*YOUR GOAL*. Your copy should begin with the line containing "Trace all roads", end with the line containing "Road topology of", match the listing below exactly, and contain no pictures.
====================
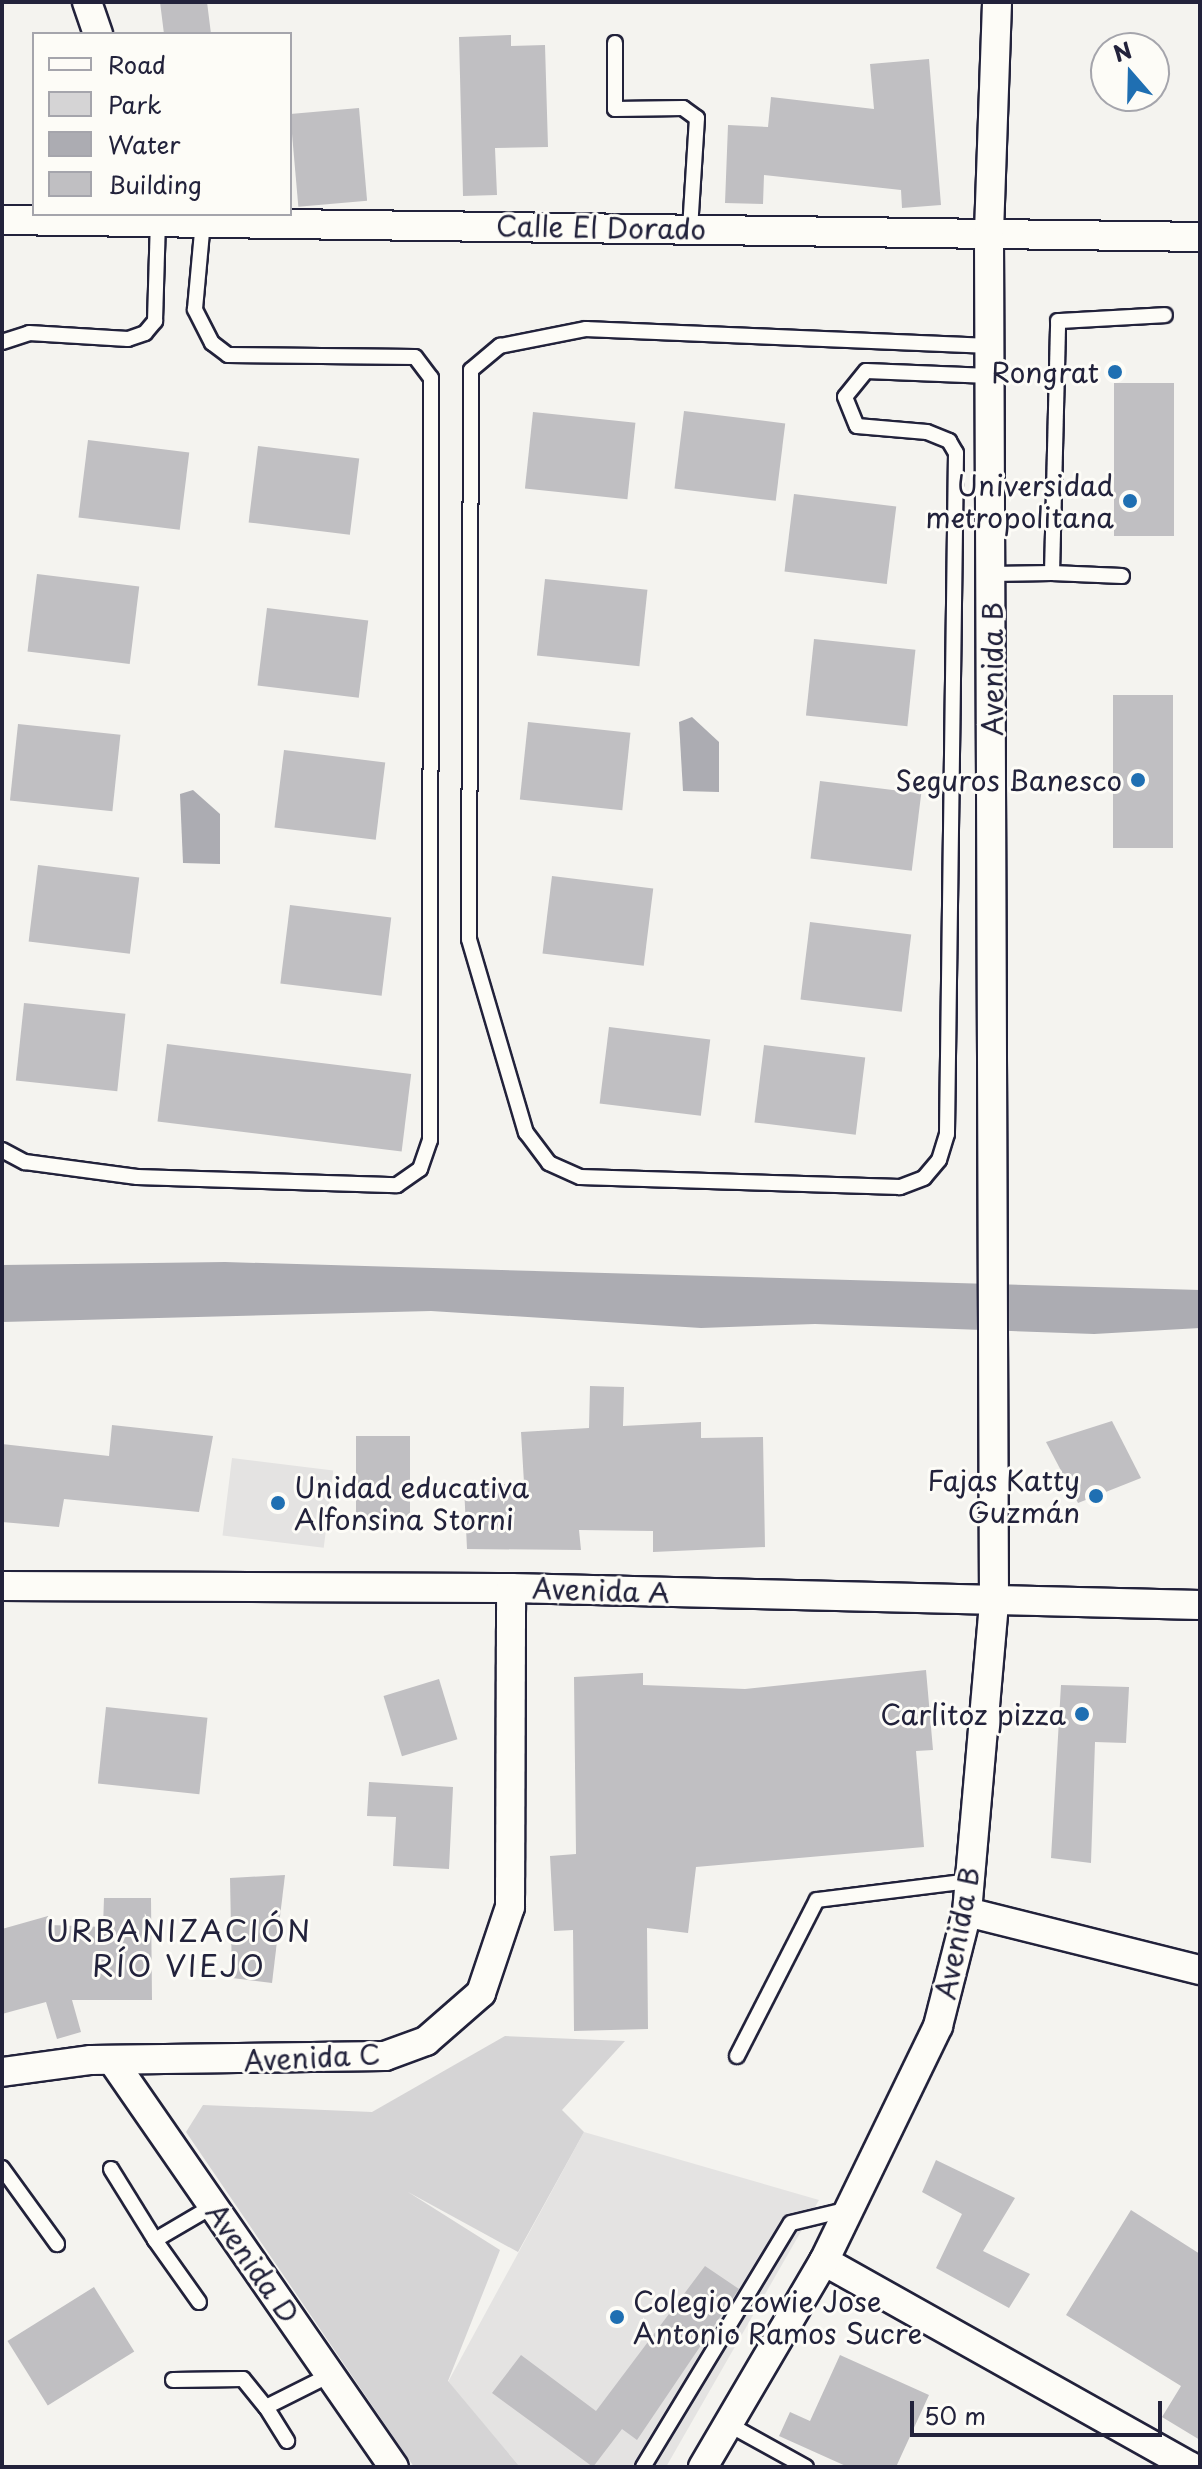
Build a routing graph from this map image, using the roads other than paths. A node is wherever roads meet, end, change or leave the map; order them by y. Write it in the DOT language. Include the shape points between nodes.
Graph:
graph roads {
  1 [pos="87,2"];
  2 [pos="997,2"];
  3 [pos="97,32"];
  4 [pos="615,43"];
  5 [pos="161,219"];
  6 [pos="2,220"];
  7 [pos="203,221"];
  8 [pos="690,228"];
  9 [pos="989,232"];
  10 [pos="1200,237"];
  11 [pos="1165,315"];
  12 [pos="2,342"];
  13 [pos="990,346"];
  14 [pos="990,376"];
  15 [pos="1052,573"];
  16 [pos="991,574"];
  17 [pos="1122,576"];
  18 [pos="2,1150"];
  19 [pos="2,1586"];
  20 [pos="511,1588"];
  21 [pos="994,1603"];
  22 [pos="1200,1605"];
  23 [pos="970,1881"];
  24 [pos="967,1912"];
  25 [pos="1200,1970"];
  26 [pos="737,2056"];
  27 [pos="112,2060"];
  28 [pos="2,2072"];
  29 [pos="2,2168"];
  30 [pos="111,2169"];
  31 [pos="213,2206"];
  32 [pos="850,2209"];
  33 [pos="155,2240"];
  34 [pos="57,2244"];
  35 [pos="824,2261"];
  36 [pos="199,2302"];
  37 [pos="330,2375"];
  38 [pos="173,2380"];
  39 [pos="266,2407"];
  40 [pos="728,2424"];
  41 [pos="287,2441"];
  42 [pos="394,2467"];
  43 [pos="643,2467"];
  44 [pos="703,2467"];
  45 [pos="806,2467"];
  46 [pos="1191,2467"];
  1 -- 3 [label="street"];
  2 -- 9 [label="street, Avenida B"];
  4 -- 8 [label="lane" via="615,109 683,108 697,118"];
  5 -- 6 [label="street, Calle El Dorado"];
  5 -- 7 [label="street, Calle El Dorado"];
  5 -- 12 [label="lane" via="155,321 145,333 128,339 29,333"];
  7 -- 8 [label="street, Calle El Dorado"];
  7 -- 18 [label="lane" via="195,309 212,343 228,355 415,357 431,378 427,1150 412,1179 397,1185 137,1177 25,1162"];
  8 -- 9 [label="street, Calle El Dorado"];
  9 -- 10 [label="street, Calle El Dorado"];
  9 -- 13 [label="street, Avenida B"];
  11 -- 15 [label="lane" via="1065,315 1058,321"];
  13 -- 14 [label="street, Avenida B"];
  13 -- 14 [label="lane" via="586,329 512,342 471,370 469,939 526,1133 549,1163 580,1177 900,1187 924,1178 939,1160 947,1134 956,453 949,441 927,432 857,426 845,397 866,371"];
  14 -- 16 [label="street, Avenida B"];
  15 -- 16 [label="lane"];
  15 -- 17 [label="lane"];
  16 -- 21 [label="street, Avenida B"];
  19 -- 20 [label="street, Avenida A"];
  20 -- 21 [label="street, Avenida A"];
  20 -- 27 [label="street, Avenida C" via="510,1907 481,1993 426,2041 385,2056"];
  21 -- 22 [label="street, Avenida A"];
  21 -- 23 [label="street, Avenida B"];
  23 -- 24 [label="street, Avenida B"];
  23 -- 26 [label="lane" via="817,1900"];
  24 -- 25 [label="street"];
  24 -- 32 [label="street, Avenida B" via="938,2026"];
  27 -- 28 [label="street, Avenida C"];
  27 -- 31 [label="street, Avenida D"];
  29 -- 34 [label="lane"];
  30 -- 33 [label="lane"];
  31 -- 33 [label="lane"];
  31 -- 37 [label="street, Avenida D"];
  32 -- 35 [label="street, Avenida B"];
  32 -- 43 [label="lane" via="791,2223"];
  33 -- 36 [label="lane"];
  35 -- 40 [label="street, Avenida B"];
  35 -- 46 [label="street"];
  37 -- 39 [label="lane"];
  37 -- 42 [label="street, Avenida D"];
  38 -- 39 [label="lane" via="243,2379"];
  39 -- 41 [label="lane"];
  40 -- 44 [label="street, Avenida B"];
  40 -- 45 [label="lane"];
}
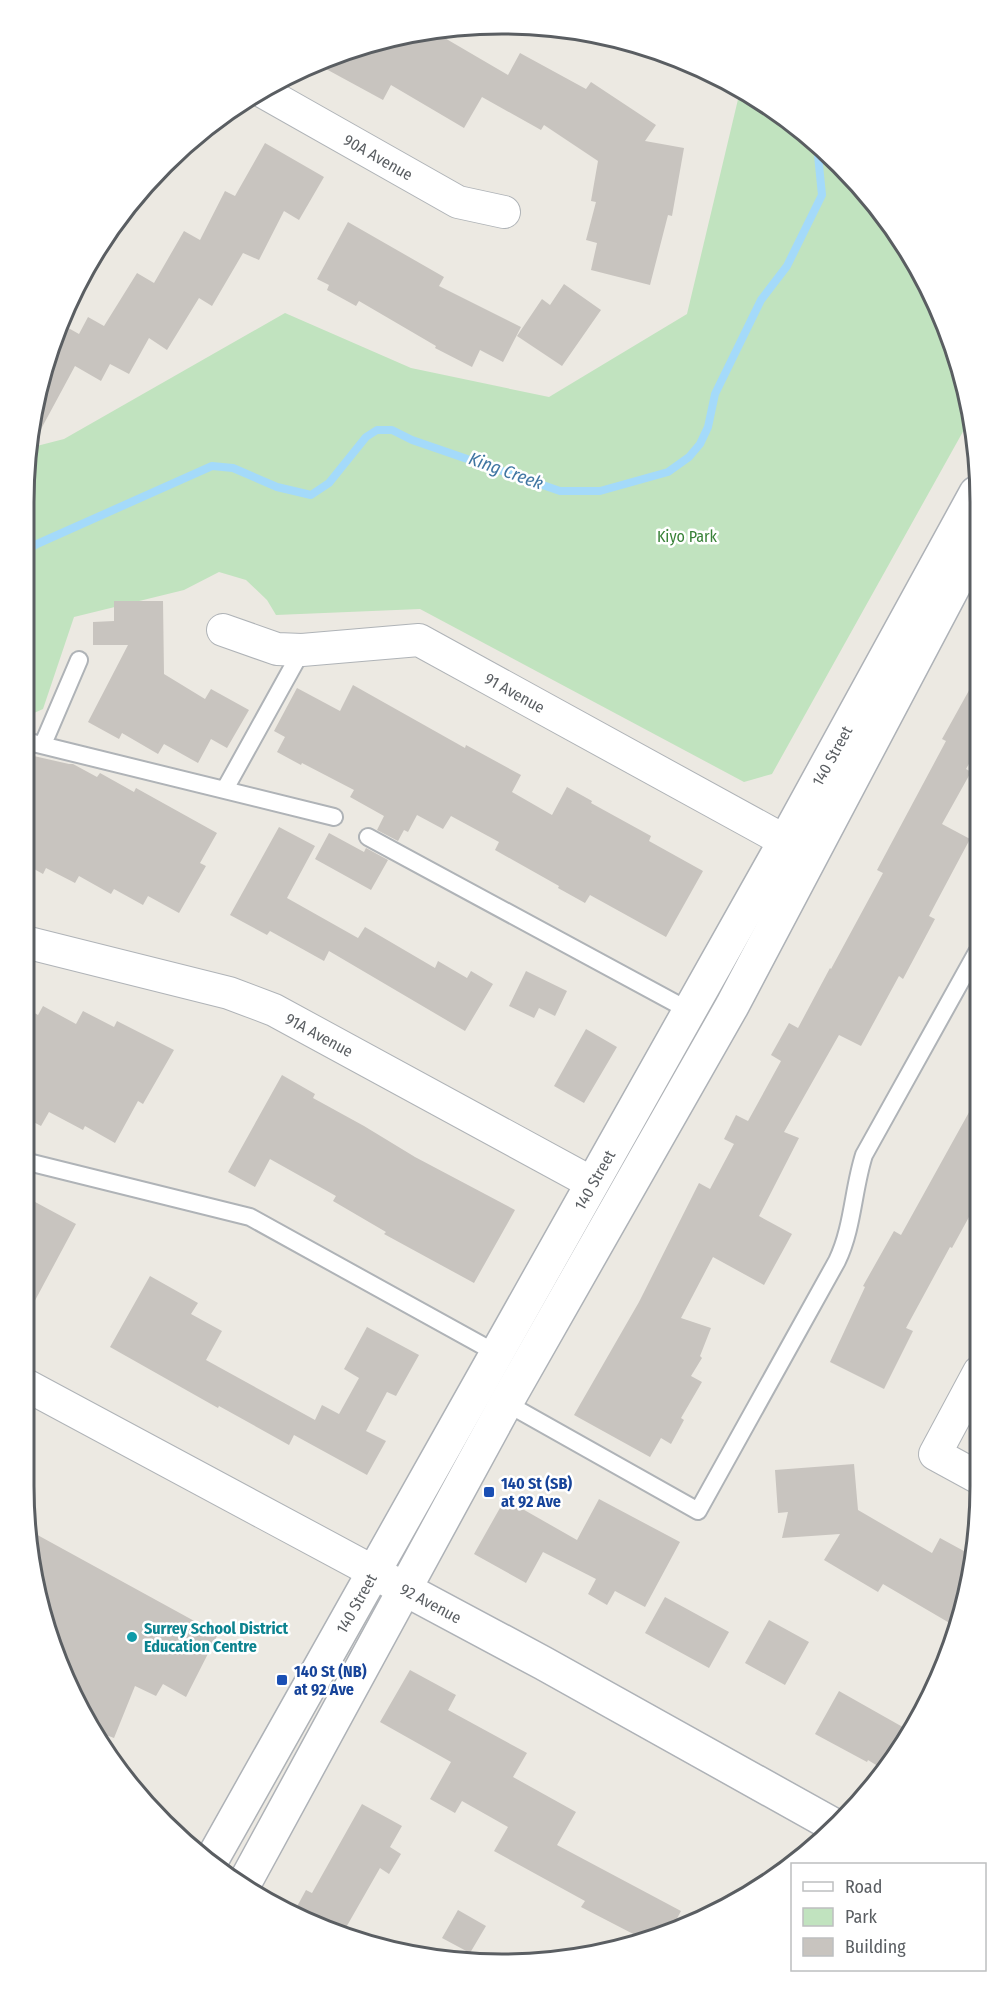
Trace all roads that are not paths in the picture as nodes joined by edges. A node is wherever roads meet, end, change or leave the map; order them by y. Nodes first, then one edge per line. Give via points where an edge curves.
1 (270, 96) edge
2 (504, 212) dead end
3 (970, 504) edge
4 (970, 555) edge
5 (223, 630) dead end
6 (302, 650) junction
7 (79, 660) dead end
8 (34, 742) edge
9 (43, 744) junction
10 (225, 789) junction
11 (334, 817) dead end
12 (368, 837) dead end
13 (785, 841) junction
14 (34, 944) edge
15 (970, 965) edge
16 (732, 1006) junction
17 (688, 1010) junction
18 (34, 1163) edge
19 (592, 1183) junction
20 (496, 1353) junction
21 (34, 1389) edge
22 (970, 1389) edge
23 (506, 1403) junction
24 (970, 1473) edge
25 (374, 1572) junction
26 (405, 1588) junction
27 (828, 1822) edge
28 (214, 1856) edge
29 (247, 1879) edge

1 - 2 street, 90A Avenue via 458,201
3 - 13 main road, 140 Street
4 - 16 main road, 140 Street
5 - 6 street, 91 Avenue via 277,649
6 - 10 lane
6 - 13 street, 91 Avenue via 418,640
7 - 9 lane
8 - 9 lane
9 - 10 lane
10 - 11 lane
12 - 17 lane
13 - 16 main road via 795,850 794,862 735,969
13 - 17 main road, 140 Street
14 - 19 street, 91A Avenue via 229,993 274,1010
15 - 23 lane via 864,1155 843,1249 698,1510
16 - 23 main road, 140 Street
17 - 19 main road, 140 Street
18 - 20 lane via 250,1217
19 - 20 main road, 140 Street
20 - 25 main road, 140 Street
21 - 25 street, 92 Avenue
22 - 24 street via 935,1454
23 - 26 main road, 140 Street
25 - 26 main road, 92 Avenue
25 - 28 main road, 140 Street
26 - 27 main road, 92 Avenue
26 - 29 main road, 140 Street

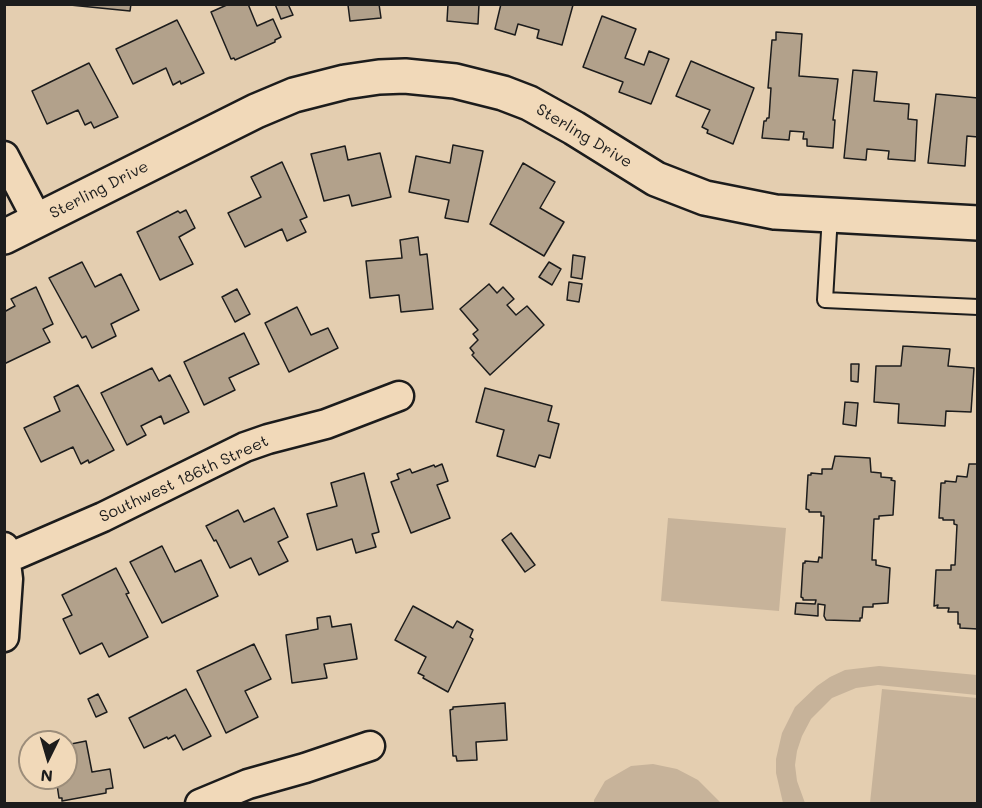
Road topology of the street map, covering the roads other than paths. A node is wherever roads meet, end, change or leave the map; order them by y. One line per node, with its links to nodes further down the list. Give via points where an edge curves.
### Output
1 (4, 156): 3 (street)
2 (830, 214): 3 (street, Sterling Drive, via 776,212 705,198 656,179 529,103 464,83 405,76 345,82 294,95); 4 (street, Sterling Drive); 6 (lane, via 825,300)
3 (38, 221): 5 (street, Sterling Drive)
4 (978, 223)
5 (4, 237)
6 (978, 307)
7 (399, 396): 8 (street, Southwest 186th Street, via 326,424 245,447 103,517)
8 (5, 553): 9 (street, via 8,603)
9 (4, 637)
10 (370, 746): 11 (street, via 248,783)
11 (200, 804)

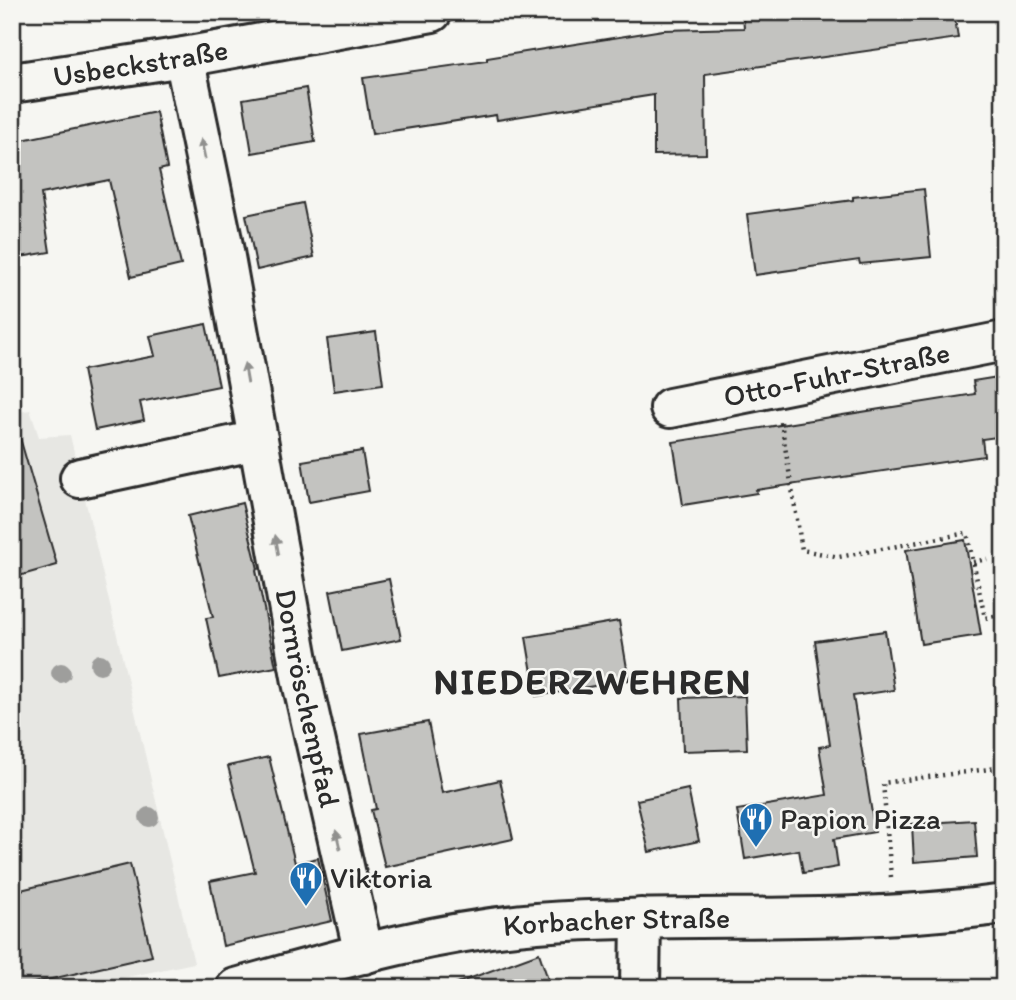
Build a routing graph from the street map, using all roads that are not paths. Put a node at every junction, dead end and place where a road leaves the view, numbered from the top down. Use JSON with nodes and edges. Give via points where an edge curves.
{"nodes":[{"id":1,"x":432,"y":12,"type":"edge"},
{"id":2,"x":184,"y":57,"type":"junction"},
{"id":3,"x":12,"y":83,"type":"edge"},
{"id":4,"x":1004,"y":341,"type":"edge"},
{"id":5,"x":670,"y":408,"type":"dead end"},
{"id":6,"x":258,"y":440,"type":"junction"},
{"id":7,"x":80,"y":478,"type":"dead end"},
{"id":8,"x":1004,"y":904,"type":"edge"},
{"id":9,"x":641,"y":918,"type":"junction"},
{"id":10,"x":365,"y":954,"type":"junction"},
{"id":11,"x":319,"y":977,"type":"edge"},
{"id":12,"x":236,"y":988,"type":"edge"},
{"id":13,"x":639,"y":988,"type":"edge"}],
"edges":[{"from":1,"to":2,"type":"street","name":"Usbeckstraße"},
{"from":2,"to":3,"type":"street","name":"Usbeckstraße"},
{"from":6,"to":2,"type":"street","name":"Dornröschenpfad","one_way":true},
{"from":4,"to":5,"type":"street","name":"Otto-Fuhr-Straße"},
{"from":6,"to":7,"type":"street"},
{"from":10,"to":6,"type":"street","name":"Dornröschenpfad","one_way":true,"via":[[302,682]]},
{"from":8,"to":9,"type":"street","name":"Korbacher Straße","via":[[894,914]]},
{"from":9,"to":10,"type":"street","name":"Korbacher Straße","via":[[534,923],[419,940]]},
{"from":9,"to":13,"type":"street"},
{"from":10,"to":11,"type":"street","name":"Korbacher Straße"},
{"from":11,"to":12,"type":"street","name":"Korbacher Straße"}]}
====================
*WRITTEN SOLUTION*.
Trace all roads that are not paths in the picture as nodes joined by edges. A node is wherever roads meet, end, change or leave the map; order them by y. Nodes first, then one edge per line. Give via points where an edge curves.
1 (270, 96) edge
2 (504, 212) dead end
3 (970, 504) edge
4 (970, 555) edge
5 (223, 630) dead end
6 (302, 650) junction
7 (79, 660) dead end
8 (34, 742) edge
9 (43, 744) junction
10 (225, 789) junction
11 (334, 817) dead end
12 (368, 837) dead end
13 (785, 841) junction
14 (34, 944) edge
15 (970, 965) edge
16 (732, 1006) junction
17 (688, 1010) junction
18 (34, 1163) edge
19 (592, 1183) junction
20 (496, 1353) junction
21 (34, 1389) edge
22 (970, 1389) edge
23 (506, 1403) junction
24 (970, 1473) edge
25 (374, 1572) junction
26 (405, 1588) junction
27 (828, 1822) edge
28 (214, 1856) edge
29 (247, 1879) edge

1 - 2 street, 90A Avenue via 458,201
3 - 13 main road, 140 Street
4 - 16 main road, 140 Street
5 - 6 street, 91 Avenue via 277,649
6 - 10 lane
6 - 13 street, 91 Avenue via 418,640
7 - 9 lane
8 - 9 lane
9 - 10 lane
10 - 11 lane
12 - 17 lane
13 - 16 main road via 795,850 794,862 735,969
13 - 17 main road, 140 Street
14 - 19 street, 91A Avenue via 229,993 274,1010
15 - 23 lane via 864,1155 843,1249 698,1510
16 - 23 main road, 140 Street
17 - 19 main road, 140 Street
18 - 20 lane via 250,1217
19 - 20 main road, 140 Street
20 - 25 main road, 140 Street
21 - 25 street, 92 Avenue
22 - 24 street via 935,1454
23 - 26 main road, 140 Street
25 - 26 main road, 92 Avenue
25 - 28 main road, 140 Street
26 - 27 main road, 92 Avenue
26 - 29 main road, 140 Street

Road topology of the street map, covering the roads other than paths. A node is wherever roads meet, end, change or leave the map; order them by y. One line per node, with its links to nodes further down the list. Give via points where an edge curves.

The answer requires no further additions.